Properties of anti-diabetic medications, their adverse effects, and patient’s tolerability should be considered when planning treatment. Management of other cardiovascular risk factors (eg smoking, hypertension, and hypercholesterolaemia) is also important. Patients should be assessed for glycaemic control and any hypoglycaemic events during follow-up with the treatment regimen adjusted accordingly. Adequate diabetes education should be offered to patients or their caregiver. It includes goal setting, self-monitoring of blood glucose level, regular meal intake in relation to drug intake, recognising risk factors and symptoms of hypoglycaemia and self-management.
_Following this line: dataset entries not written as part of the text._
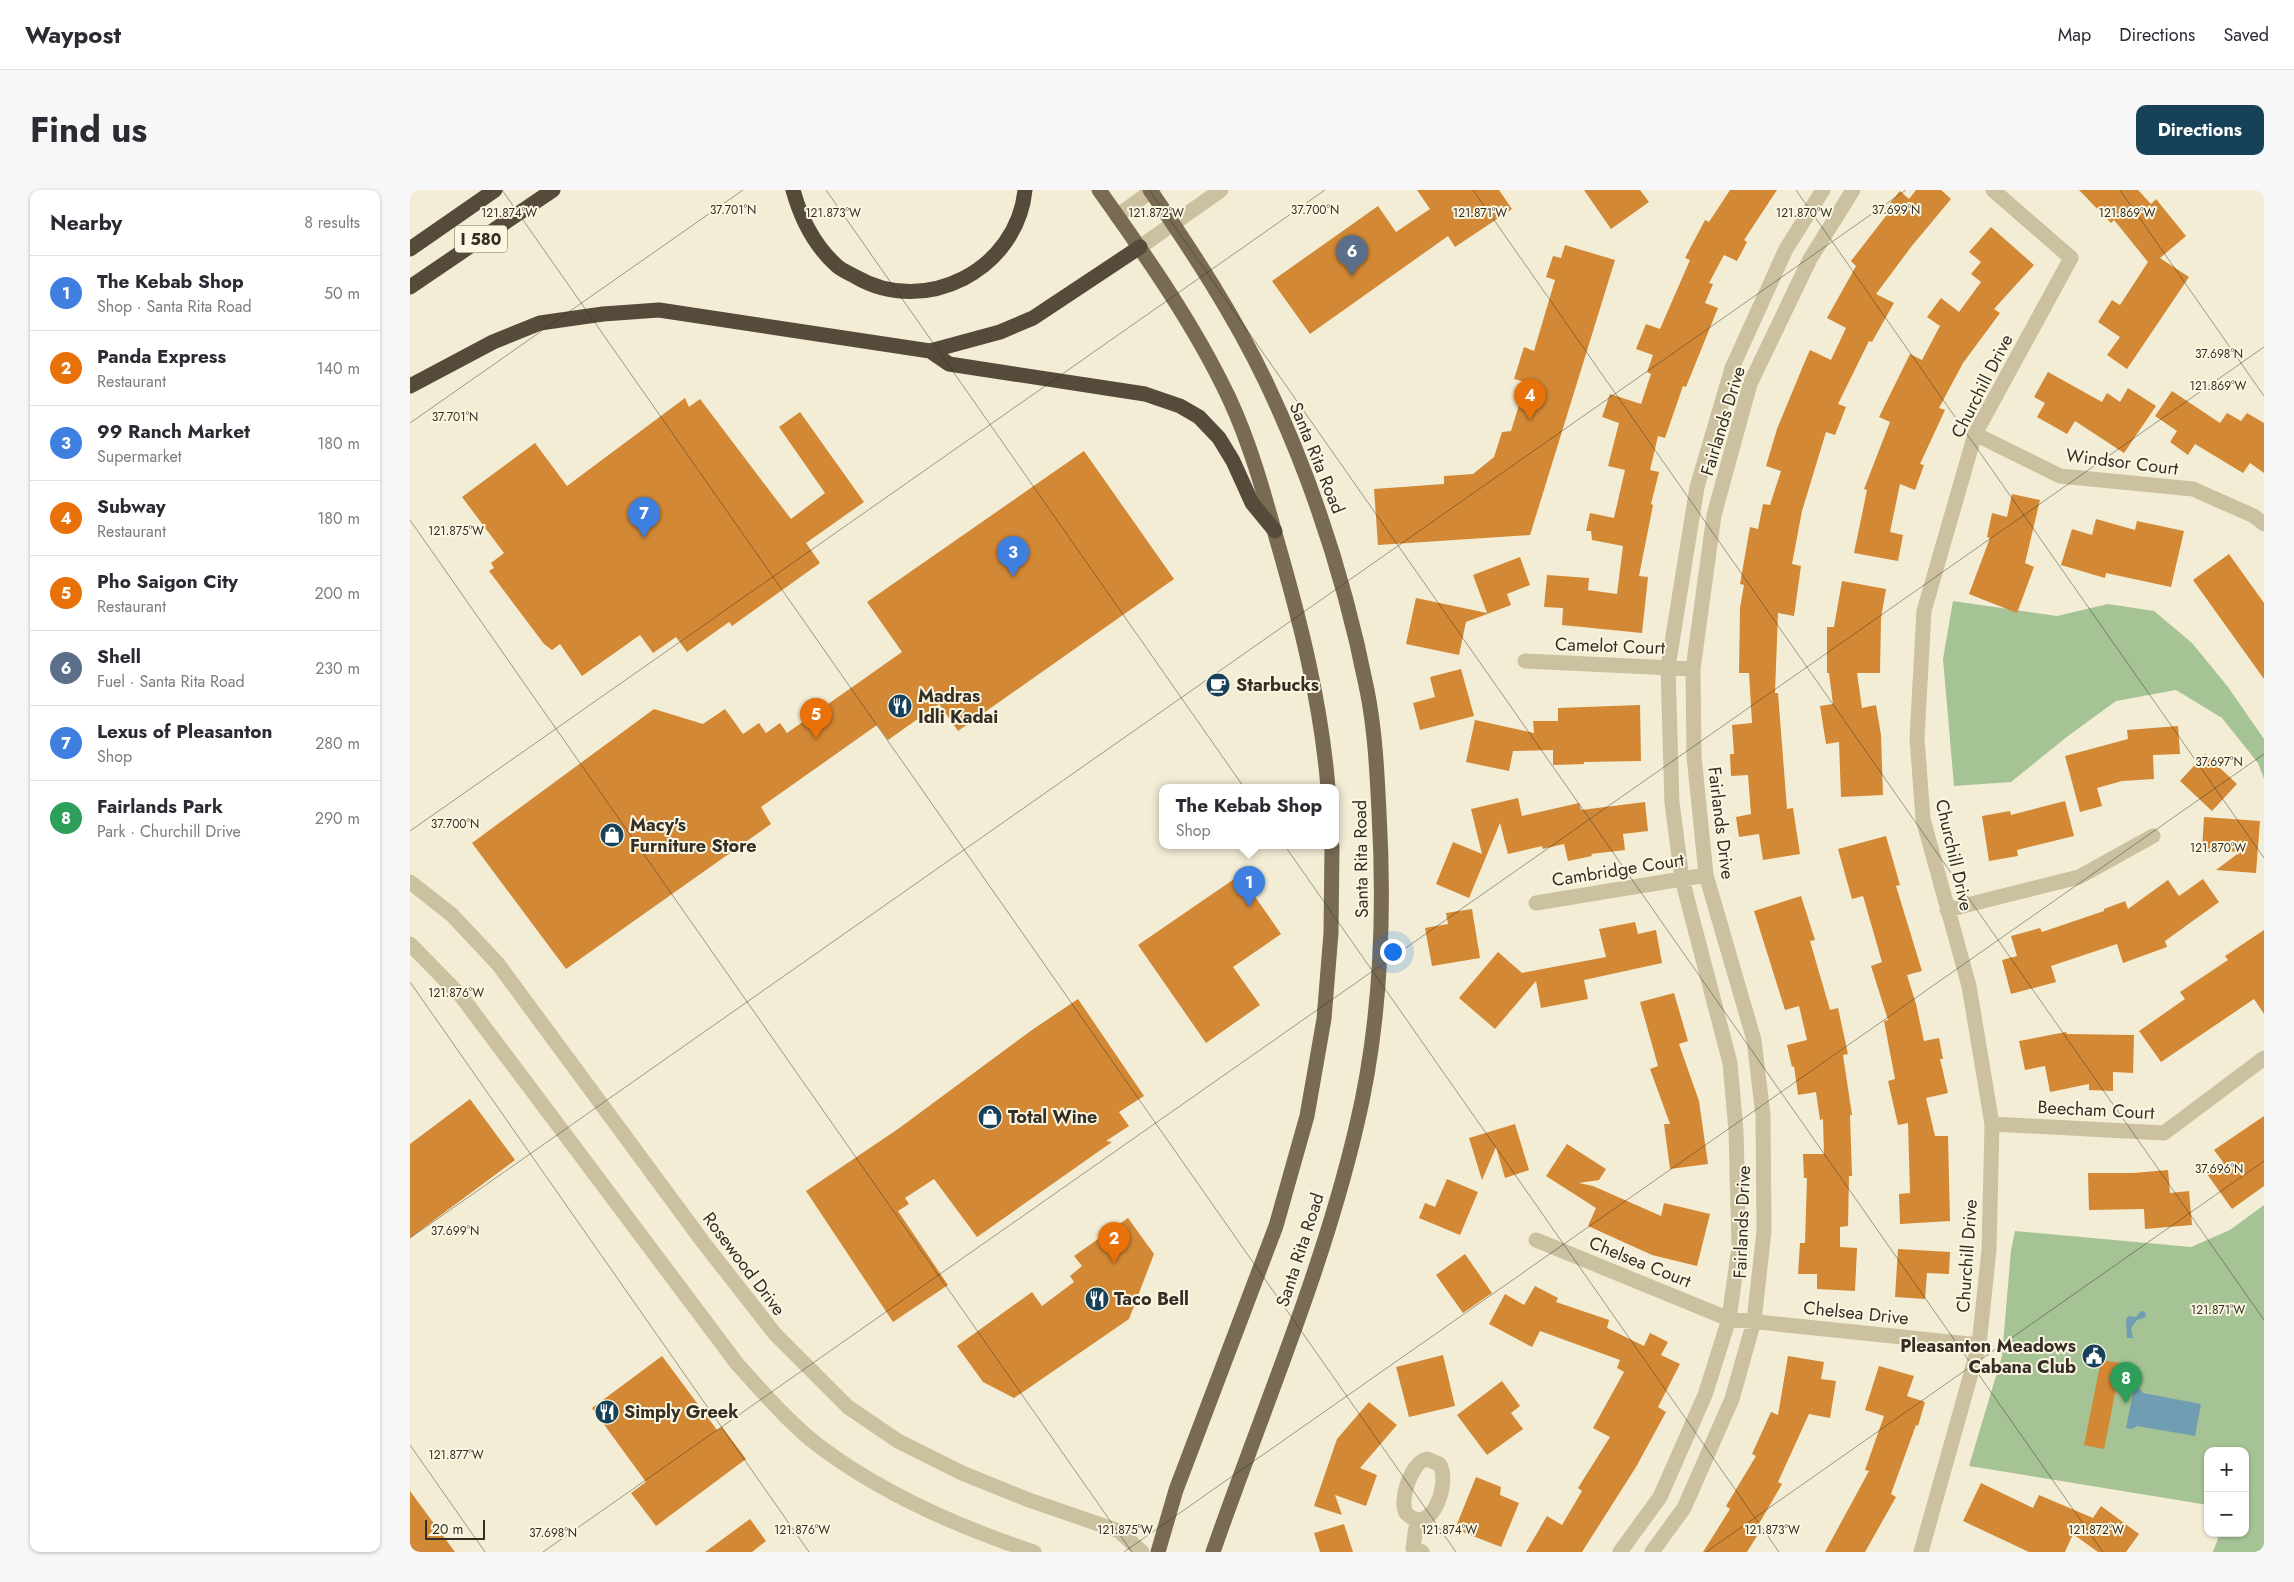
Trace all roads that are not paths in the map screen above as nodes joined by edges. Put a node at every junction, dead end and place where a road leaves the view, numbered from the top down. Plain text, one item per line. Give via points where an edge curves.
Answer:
1 (495, 190) edge
2 (553, 190) edge
3 (793, 190) edge
4 (1025, 190) edge
5 (1099, 190) edge
6 (1152, 190) edge
7 (1222, 190) edge
8 (1823, 190) edge
9 (1854, 190) edge
10 (1993, 190) edge
11 (1117, 216) junction
12 (1173, 223) junction
13 (1140, 247) junction
14 (410, 249) edge
15 (410, 288) edge
16 (930, 351) junction
17 (410, 386) edge
18 (1975, 434) junction
19 (2264, 524) edge
20 (1275, 531) junction
21 (1525, 661) dead end
22 (1668, 667) junction
23 (1693, 669) junction
24 (1327, 784) edge
25 (2153, 836) dead end
26 (1332, 849) edge
27 (1706, 875) junction
28 (1682, 879) junction
29 (410, 882) edge
30 (1536, 903) dead end
31 (1947, 910) junction
32 (410, 944) edge
33 (2264, 1058) edge
34 (1992, 1124) junction
35 (1536, 1240) dead end
36 (1729, 1319) junction
37 (1754, 1321) junction
38 (1979, 1345) junction
39 (1418, 1520) dead end
40 (1924, 1551) edge
41 (1034, 1552) edge
42 (1142, 1552) edge
43 (1158, 1552) edge
44 (1213, 1552) edge
45 (1422, 1552) edge
46 (1620, 1552) edge
47 (1652, 1552) edge

1 - 14 highway, I 580
2 - 15 highway, I 580
3 - 4 highway via 800,216 817,244 837,266 867,283 900,292 933,290 982,268 1006,243 1017,221
5 - 11 main road, Santa Rita Road
6 - 11 street
6 - 12 main road, Santa Rita Road
7 - 12 street
8 - 22 street, Fairlands Drive via 1786,249 1732,368 1697,487
9 - 23 street, Fairlands Drive via 1810,259 1750,384 1714,516
10 - 18 street, Churchill Drive via 2071,258
11 - 13 main road, Santa Rita Road
12 - 13 street
12 - 44 main road, Santa Rita Road via 1266,381 1326,530 1367,691 1377,768 1382,851 1381,932 1374,1027 1357,1126 1327,1236
13 - 16 highway via 1033,318 1000,332
13 - 20 main road, Santa Rita Road via 1201,345 1229,398 1254,458
16 - 17 highway via 659,310 540,323 493,342
16 - 20 highway via 948,364 1145,394 1180,406 1198,417 1219,438 1252,503
18 - 19 street, Windsor Court via 2060,476 2193,489 2254,516
18 - 31 street, Churchill Drive via 1924,611 1917,738 1923,819
20 - 24 main road, Santa Rita Road via 1306,645
21 - 22 street, Camelot Court
22 - 23 street, Camelot Court
22 - 28 street, Fairlands Drive via 1672,803
23 - 27 street, Fairlands Drive via 1694,756
25 - 31 street via 2079,877
26 - 43 main road, Santa Rita Road via 1331,933 1324,1019 1307,1116 1276,1226 1176,1490
27 - 28 street, Cambridge Court
27 - 37 street, Fairlands Drive via 1754,1040 1763,1115 1764,1231
28 - 30 street, Cambridge Court
28 - 36 street, Fairlands Drive via 1730,1063 1736,1132 1739,1247
29 - 42 street, Rosewood Drive via 452,915 498,964 774,1334 848,1407 898,1441 962,1473 1119,1531
31 - 34 street, Churchill Drive via 1969,986
32 - 41 street via 461,996 738,1365 774,1404 818,1445 874,1483 942,1517
33 - 34 street, Beecham Court via 2164,1133
34 - 38 street, Churchill Drive via 1989,1250
35 - 36 street, Chelsea Court
36 - 37 street, Chelsea Drive
36 - 46 street, Fairlands Drive via 1705,1395 1660,1497
37 - 38 street, Chelsea Drive
37 - 47 street, Fairlands Drive via 1732,1399 1684,1508
38 - 40 street, Churchill Drive
39 - 45 street via 1413,1548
Patients with recent episodes of hypoglycaemia are at risk of a blunted counter-regulatory response to subsequent hypoglycaemia within a short period of time. This may lead to recurrent hypoglycaemia of a severe degree and hypoglycaemia unawareness.8 Patients with episodic severe hypoglycaemia or hypoglycaemia unawareness, which indicates underlying defective glucose counter-regulation, are particularly at risk. A 2-to-3-week period of scrupulous avoidance of hypoglycaemia with loose glycaemic control for restoring the glucose counter-regulatory response and hypoglycaemia awareness is advised in order to prevent the recurrent hypoglycaemia.4
Elderly people are potentially at risk of hypoglycaemia. Longer duration of diabetes with endogenous insulin deficiency, which is often linked with advancing age, compromises the glucose counter-regulation. Together with the decreased hypoglycaemia symptomatic response with ageing, elderly people are prone to hypoglycaemia unawareness and severe hypoglycaemic episodes. Multiple co-morbidities and polypharmacy further exacerbate this hypoglycaemic risk. Hypoglycaemia can have a significant acute and long-term impact on the elderly. Accident, fall with injuries, or a cardiovascular event following hypoglycaemia can all be life-threatening. Dementia risk in the long term can compromise self-management of diabetes and further increase the hypoglycaemic risk. More importantly, stringent glycaemic control offers only modest benefit to the elderly; it takes over 5 years for microvascular and over 10 to 20 years for macrovascular benefits to appear; and in patients with established complications and multiple co-morbidities, the additional benefit of stringent control is in doubt. An individualised treatment target that takes account of the heterogeneous health status with the intention of avoiding hypoglycaemia and acute hyperglycaemic complications should be emphasised, especially in the frail elderly. Multifactorial and multidisciplinary approaches to integrate a patient’s needs, preference, and social supportive network should be considered; management of other cardiovascular risk factors, nutritional assessment and nutritional plan and serving meal strategies, physical activity and exercise advice, and education are all useful. Finally, studies on elderly diabetic patients, especially the older old, are limited. Further studies are needed to reach a clear consensus on the management of the elderly diabetic patients.